* [Task objective]:
Write out every record below exactly as it stands, leaving the pictures out.

* [Stored dataset items]:

----

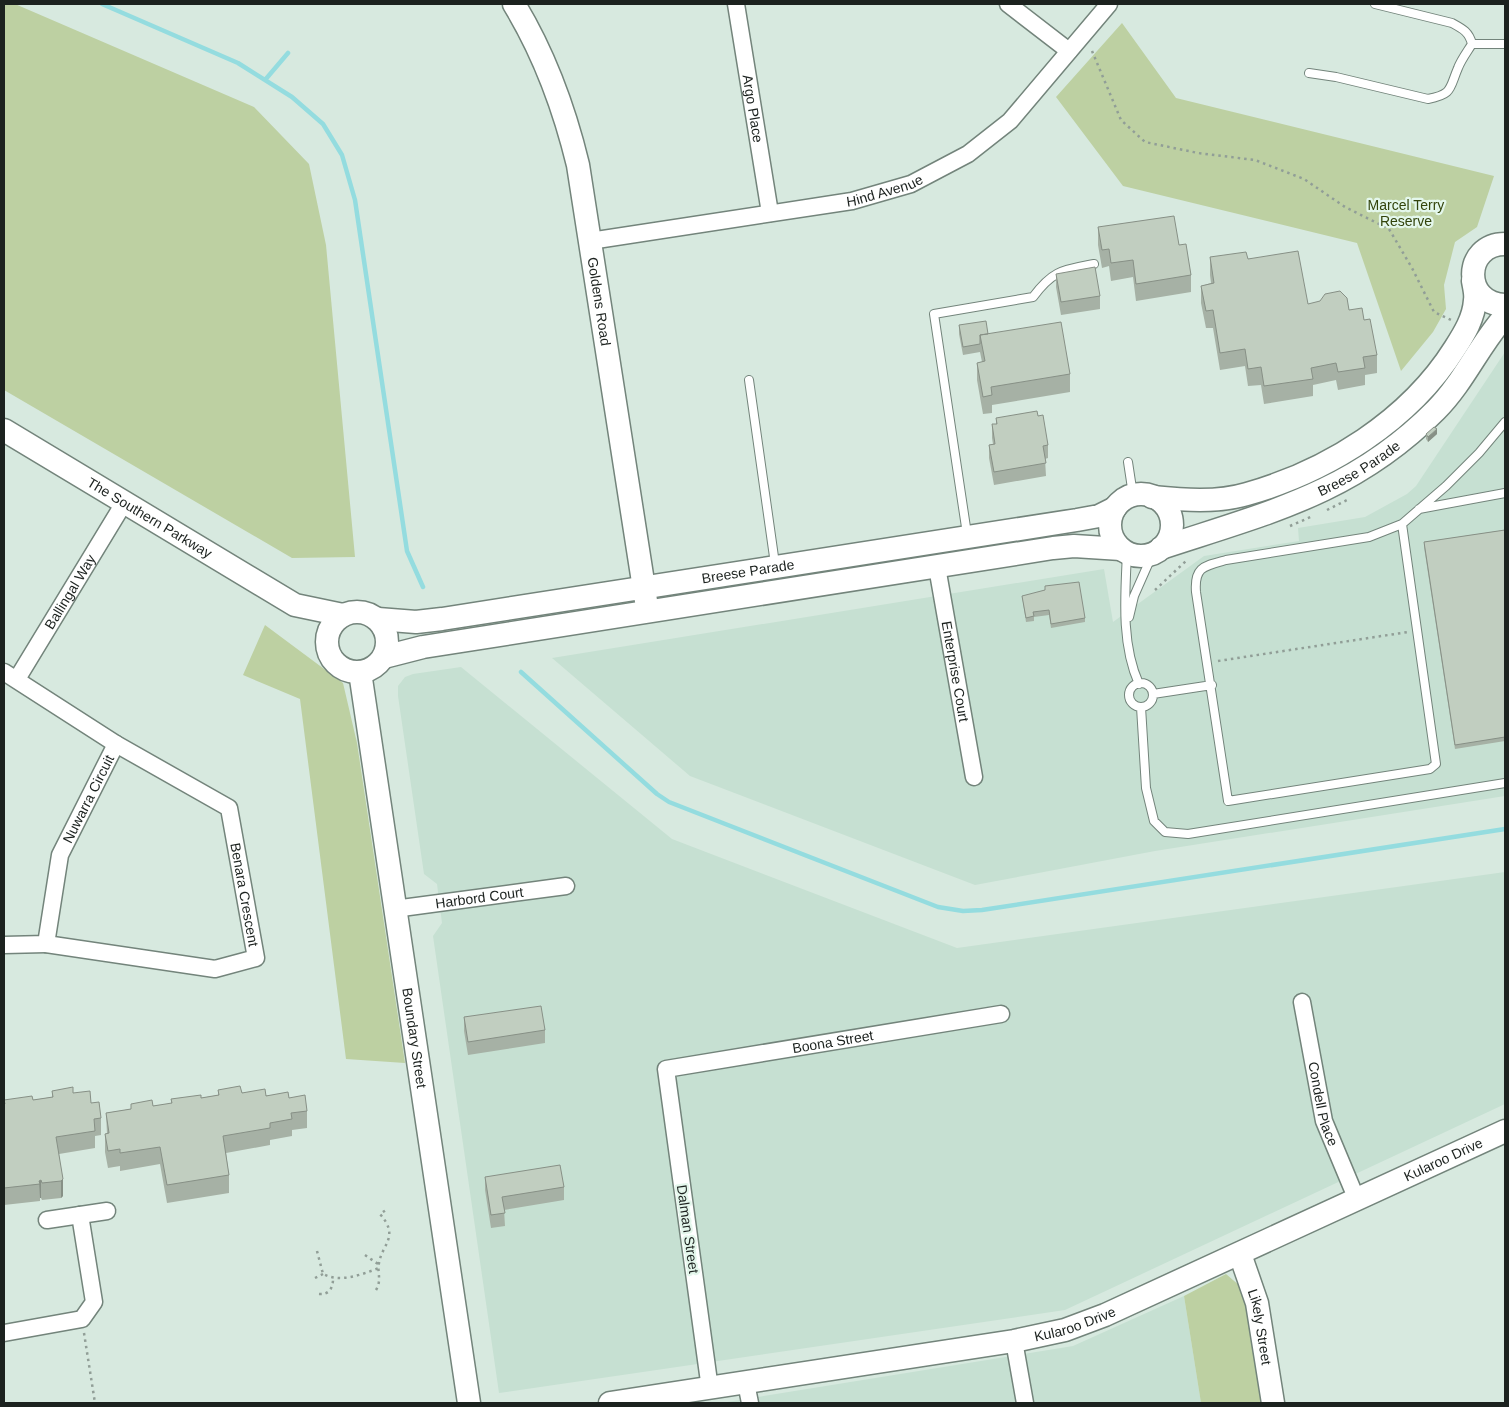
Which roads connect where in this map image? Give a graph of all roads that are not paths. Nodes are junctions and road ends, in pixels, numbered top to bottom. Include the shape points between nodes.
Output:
1 (514, 4) edge
2 (736, 4) edge
3 (1008, 4) edge
4 (1109, 4) edge
5 (1375, 4) edge
6 (1472, 44) junction
7 (1505, 44) edge
8 (1069, 51) junction
9 (1309, 73) dead end
10 (770, 213) junction
11 (1505, 226) edge
12 (590, 241) junction
13 (1498, 246) edge
14 (1094, 264) dead end
15 (1473, 281) junction
16 (1505, 306) edge
17 (1505, 316) edge
18 (749, 380) dead end
19 (1505, 422) edge
20 (4, 430) edge
21 (1128, 462) dead end
22 (1505, 493) edge
23 (1134, 500) junction
24 (124, 504) junction
25 (1417, 510) junction
26 (1402, 524) junction
27 (967, 539) junction
28 (1124, 551) junction
29 (1157, 551) junction
30 (936, 567) junction
31 (776, 568) junction
32 (644, 588) junction
33 (295, 605) junction
34 (647, 612) junction
35 (344, 614) junction
36 (378, 619) junction
37 (1126, 631) junction
38 (327, 644) junction
39 (384, 656) junction
40 (360, 672) junction
41 (10, 675) edge
42 (1139, 684) junction
43 (1212, 685) junction
44 (1153, 694) junction
45 (1141, 707) junction
46 (116, 744) junction
47 (974, 777) dead end
48 (1505, 783) edge
49 (566, 886) dead end
50 (394, 908) junction
51 (46, 944) junction
52 (4, 945) edge
53 (1302, 1002) dead end
54 (1001, 1014) dead end
55 (666, 1069) joint
56 (1505, 1131) edge
57 (1357, 1200) junction
58 (107, 1211) dead end
59 (80, 1215) junction
60 (47, 1220) dead end
61 (1240, 1254) junction
62 (4, 1333) edge
63 (1014, 1341) junction
64 (710, 1389) junction
65 (748, 1393) edge
66 (469, 1403) edge
67 (610, 1403) edge
68 (1025, 1403) edge
69 (1273, 1403) edge

1 - 12 main road, Goldens Road via 533,34 555,83 578,165
2 - 10 street, Argo Place
3 - 8 street
4 - 8 street, Hind Avenue
5 - 6 lane via 1452,23 1463,28
6 - 7 lane
6 - 9 lane via 1458,68 1453,87 1440,97 1428,99
8 - 10 street, Hind Avenue via 1010,121 945,168 879,195
10 - 12 street, Hind Avenue
11 - 13 main road
12 - 32 main road, Goldens Road
13 - 15 main road, Breese Parade via 1476,261
14 - 27 lane via 1060,272 1046,279 1033,297 934,314
15 - 16 main road via 1482,297
15 - 23 main road, Breese Parade via 1475,300 1467,329 1447,360 1403,408 1364,440 1292,479 1246,495 1210,500
17 - 29 main road, Breese Parade via 1437,409 1378,460 1301,502
18 - 31 lane
19 - 25 lane via 1473,460
20 - 24 main road, The Southern Parkway
21 - 23 lane
22 - 25 lane
23 - 27 main road, Breese Parade via 1099,516
23 - 28 main road via 1111,516 1111,534
23 - 29 main road via 1168,510 1170,535
24 - 33 main road, The Southern Parkway
24 - 41 street, Ballingal Way
25 - 26 lane
26 - 43 lane via 1369,537 1205,566 1195,580
26 - 43 lane via 1436,764 1430,769 1228,800
27 - 31 main road, Breese Parade
28 - 29 main road via 1144,556
28 - 30 main road, Breese Parade via 1074,546
28 - 37 lane
29 - 37 lane via 1134,596
30 - 34 main road, Breese Parade
30 - 47 street, Enterprise Court
31 - 32 main road, Breese Parade
32 - 34 main road, Goldens Road
32 - 36 main road, Breese Parade via 442,619 416,622
33 - 35 main road, The Southern Parkway
33 - 38 main road, The Southern Parkway
34 - 39 main road, Breese Parade via 423,646
35 - 36 main road via 358,611
35 - 38 main road via 331,627
36 - 39 main road via 388,637
37 - 42 lane via 1131,667
38 - 40 main road via 334,662 351,672
39 - 40 main road via 374,667
40 - 50 main road, Boundary Street
41 - 46 street, Nuwarra Circuit
42 - 44 lane via 1146,685
42 - 45 lane via 1129,695 1132,702
43 - 44 lane
44 - 45 lane via 1148,704
45 - 48 lane via 1146,788 1154,821 1165,832 1188,834
46 - 51 street, Nuwarra Circuit via 60,855
46 - 51 street, Benara Crescent via 229,808 256,958 215,969
49 - 50 street, Harbord Court
50 - 66 main road, Boundary Street
51 - 52 street
53 - 57 street, Condell Place via 1324,1121
54 - 55 street, Boona Street
55 - 64 street, Dalman Street
56 - 57 main road, Kularoo Drive
57 - 61 main road, Kularoo Drive
58 - 59 street
59 - 60 street
59 - 62 street via 94,1302 82,1319
61 - 63 main road, Kularoo Drive via 1092,1321
61 - 69 main road, Likely Street via 1257,1303
63 - 65 main road, Kularoo Drive
63 - 68 street
64 - 65 main road, Kularoo Drive
64 - 67 main road, Kularoo Drive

----

* [Response to the exercise]:
Which roads connect where in this map image? Give a graph of all roads that are not paths. Nodes are junctions and road ends, in pixels, numbered top to bottom. Include the shape points between nodes.
Output:
1 (514, 4) edge
2 (736, 4) edge
3 (1008, 4) edge
4 (1109, 4) edge
5 (1375, 4) edge
6 (1472, 44) junction
7 (1505, 44) edge
8 (1069, 51) junction
9 (1309, 73) dead end
10 (770, 213) junction
11 (1505, 226) edge
12 (590, 241) junction
13 (1498, 246) edge
14 (1094, 264) dead end
15 (1473, 281) junction
16 (1505, 306) edge
17 (1505, 316) edge
18 (749, 380) dead end
19 (1505, 422) edge
20 (4, 430) edge
21 (1128, 462) dead end
22 (1505, 493) edge
23 (1134, 500) junction
24 (124, 504) junction
25 (1417, 510) junction
26 (1402, 524) junction
27 (967, 539) junction
28 (1124, 551) junction
29 (1157, 551) junction
30 (936, 567) junction
31 (776, 568) junction
32 (644, 588) junction
33 (295, 605) junction
34 (647, 612) junction
35 (344, 614) junction
36 (378, 619) junction
37 (1126, 631) junction
38 (327, 644) junction
39 (384, 656) junction
40 (360, 672) junction
41 (10, 675) edge
42 (1139, 684) junction
43 (1212, 685) junction
44 (1153, 694) junction
45 (1141, 707) junction
46 (116, 744) junction
47 (974, 777) dead end
48 (1505, 783) edge
49 (566, 886) dead end
50 (394, 908) junction
51 (46, 944) junction
52 (4, 945) edge
53 (1302, 1002) dead end
54 (1001, 1014) dead end
55 (666, 1069) joint
56 (1505, 1131) edge
57 (1357, 1200) junction
58 (107, 1211) dead end
59 (80, 1215) junction
60 (47, 1220) dead end
61 (1240, 1254) junction
62 (4, 1333) edge
63 (1014, 1341) junction
64 (710, 1389) junction
65 (748, 1393) edge
66 (469, 1403) edge
67 (610, 1403) edge
68 (1025, 1403) edge
69 (1273, 1403) edge

1 - 12 main road, Goldens Road via 533,34 555,83 578,165
2 - 10 street, Argo Place
3 - 8 street
4 - 8 street, Hind Avenue
5 - 6 lane via 1452,23 1463,28
6 - 7 lane
6 - 9 lane via 1458,68 1453,87 1440,97 1428,99
8 - 10 street, Hind Avenue via 1010,121 945,168 879,195
10 - 12 street, Hind Avenue
11 - 13 main road
12 - 32 main road, Goldens Road
13 - 15 main road, Breese Parade via 1476,261
14 - 27 lane via 1060,272 1046,279 1033,297 934,314
15 - 16 main road via 1482,297
15 - 23 main road, Breese Parade via 1475,300 1467,329 1447,360 1403,408 1364,440 1292,479 1246,495 1210,500
17 - 29 main road, Breese Parade via 1437,409 1378,460 1301,502
18 - 31 lane
19 - 25 lane via 1473,460
20 - 24 main road, The Southern Parkway
21 - 23 lane
22 - 25 lane
23 - 27 main road, Breese Parade via 1099,516
23 - 28 main road via 1111,516 1111,534
23 - 29 main road via 1168,510 1170,535
24 - 33 main road, The Southern Parkway
24 - 41 street, Ballingal Way
25 - 26 lane
26 - 43 lane via 1369,537 1205,566 1195,580
26 - 43 lane via 1436,764 1430,769 1228,800
27 - 31 main road, Breese Parade
28 - 29 main road via 1144,556
28 - 30 main road, Breese Parade via 1074,546
28 - 37 lane
29 - 37 lane via 1134,596
30 - 34 main road, Breese Parade
30 - 47 street, Enterprise Court
31 - 32 main road, Breese Parade
32 - 34 main road, Goldens Road
32 - 36 main road, Breese Parade via 442,619 416,622
33 - 35 main road, The Southern Parkway
33 - 38 main road, The Southern Parkway
34 - 39 main road, Breese Parade via 423,646
35 - 36 main road via 358,611
35 - 38 main road via 331,627
36 - 39 main road via 388,637
37 - 42 lane via 1131,667
38 - 40 main road via 334,662 351,672
39 - 40 main road via 374,667
40 - 50 main road, Boundary Street
41 - 46 street, Nuwarra Circuit
42 - 44 lane via 1146,685
42 - 45 lane via 1129,695 1132,702
43 - 44 lane
44 - 45 lane via 1148,704
45 - 48 lane via 1146,788 1154,821 1165,832 1188,834
46 - 51 street, Nuwarra Circuit via 60,855
46 - 51 street, Benara Crescent via 229,808 256,958 215,969
49 - 50 street, Harbord Court
50 - 66 main road, Boundary Street
51 - 52 street
53 - 57 street, Condell Place via 1324,1121
54 - 55 street, Boona Street
55 - 64 street, Dalman Street
56 - 57 main road, Kularoo Drive
57 - 61 main road, Kularoo Drive
58 - 59 street
59 - 60 street
59 - 62 street via 94,1302 82,1319
61 - 63 main road, Kularoo Drive via 1092,1321
61 - 69 main road, Likely Street via 1257,1303
63 - 65 main road, Kularoo Drive
63 - 68 street
64 - 65 main road, Kularoo Drive
64 - 67 main road, Kularoo Drive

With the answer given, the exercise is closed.